» Problem details
A line belongs in the answer only if it contains the word "dead"; copy every such line from the listing below.

» Exercise data

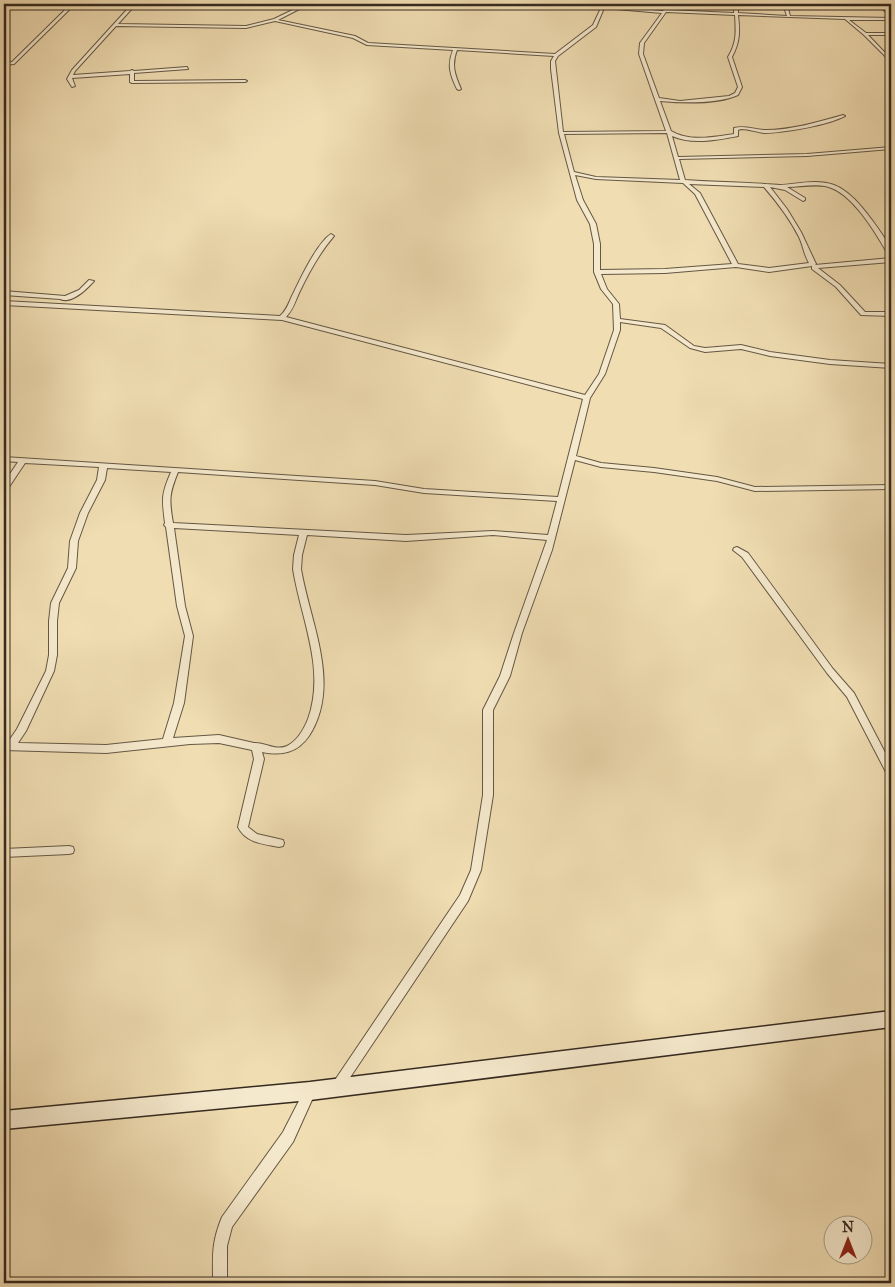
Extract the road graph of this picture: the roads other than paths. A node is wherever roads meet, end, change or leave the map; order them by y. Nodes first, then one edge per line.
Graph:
1 (72, 4) edge
2 (134, 4) edge
3 (308, 4) edge
4 (670, 4) edge
5 (736, 4) edge
6 (785, 4) edge
7 (857, 5) dead end
8 (603, 6) edge
9 (665, 11) junction
10 (736, 14) junction
11 (891, 15) edge
12 (789, 17) junction
13 (846, 19) junction
14 (891, 19) edge
15 (276, 20) junction
16 (115, 25) junction
17 (865, 34) junction
18 (891, 34) edge
19 (455, 50) junction
20 (556, 55) junction
21 (891, 61) edge
22 (4, 64) edge
23 (187, 68) dead end
24 (132, 71) junction
25 (70, 77) junction
26 (245, 81) dead end
27 (73, 86) dead end
28 (459, 89) dead end
29 (657, 98) junction
30 (843, 116) dead end
31 (669, 132) junction
32 (561, 133) junction
33 (891, 148) edge
34 (676, 158) junction
35 (573, 176) junction
36 (683, 181) junction
37 (768, 185) junction
38 (803, 200) dead end
39 (331, 236) dead end
40 (891, 255) edge
41 (891, 260) edge
42 (736, 264) junction
43 (814, 266) junction
44 (597, 272) junction
45 (91, 281) dead end
46 (4, 293) edge
47 (69, 298) junction
48 (4, 303) edge
49 (36, 304) junction
50 (891, 314) edge
51 (282, 318) junction
52 (616, 320) junction
53 (891, 366) edge
54 (587, 398) junction
55 (571, 458) junction
56 (4, 459) edge
57 (22, 461) junction
58 (103, 467) junction
59 (175, 472) junction
60 (891, 487) edge
61 (4, 488) edge
62 (560, 499) junction
63 (168, 525) junction
64 (304, 532) junction
65 (551, 538) junction
66 (737, 550) dead end
67 (167, 741) junction
68 (8, 746) edge
69 (256, 746) junction
70 (274, 751) junction
71 (259, 759) junction
72 (891, 773) edge
73 (279, 843) dead end
74 (69, 850) dead end
75 (4, 853) edge
76 (891, 1019) edge
77 (337, 1087) junction
78 (310, 1091) junction
79 (4, 1120) edge
80 (220, 1283) edge

1 - 22 street
2 - 16 street
3 - 15 street
4 - 9 street
5 - 10 street
6 - 12 street
7 - 11 street
8 - 9 street
8 - 20 street
9 - 10 street
9 - 29 street
10 - 12 street
10 - 29 street
12 - 13 street
13 - 14 street
13 - 17 street
15 - 16 street
15 - 19 street
16 - 25 street
17 - 18 street
17 - 21 street
19 - 20 street
19 - 28 street
20 - 32 street
23 - 24 street
24 - 25 street
24 - 26 street
25 - 27 street
29 - 31 street
30 - 31 street
31 - 32 street
31 - 34 street
32 - 35 street
33 - 34 street
34 - 36 street
35 - 36 street
35 - 44 street
36 - 37 street
36 - 42 street
37 - 38 street
37 - 40 street
37 - 43 street
39 - 51 street
41 - 43 street
42 - 43 street
42 - 44 street
43 - 50 street
44 - 52 street
45 - 47 street
46 - 47 street
47 - 49 street
48 - 49 street
49 - 51 street
51 - 54 street
52 - 53 street
52 - 54 street
54 - 55 street
55 - 60 street
55 - 62 street
56 - 57 street
57 - 58 street
57 - 61 street
58 - 59 street
58 - 68 street
59 - 62 street
59 - 63 street
62 - 65 street
63 - 64 street
63 - 67 street
64 - 65 street
64 - 70 street
65 - 77 street
66 - 72 street
67 - 68 street
67 - 69 street
69 - 70 street
69 - 71 street
70 - 71 street
71 - 73 street
74 - 75 street
76 - 77 street
77 - 78 street
78 - 79 street
78 - 80 street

» Completed task
7 (857, 5) dead end
23 (187, 68) dead end
26 (245, 81) dead end
27 (73, 86) dead end
28 (459, 89) dead end
30 (843, 116) dead end
38 (803, 200) dead end
39 (331, 236) dead end
45 (91, 281) dead end
66 (737, 550) dead end
73 (279, 843) dead end
74 (69, 850) dead end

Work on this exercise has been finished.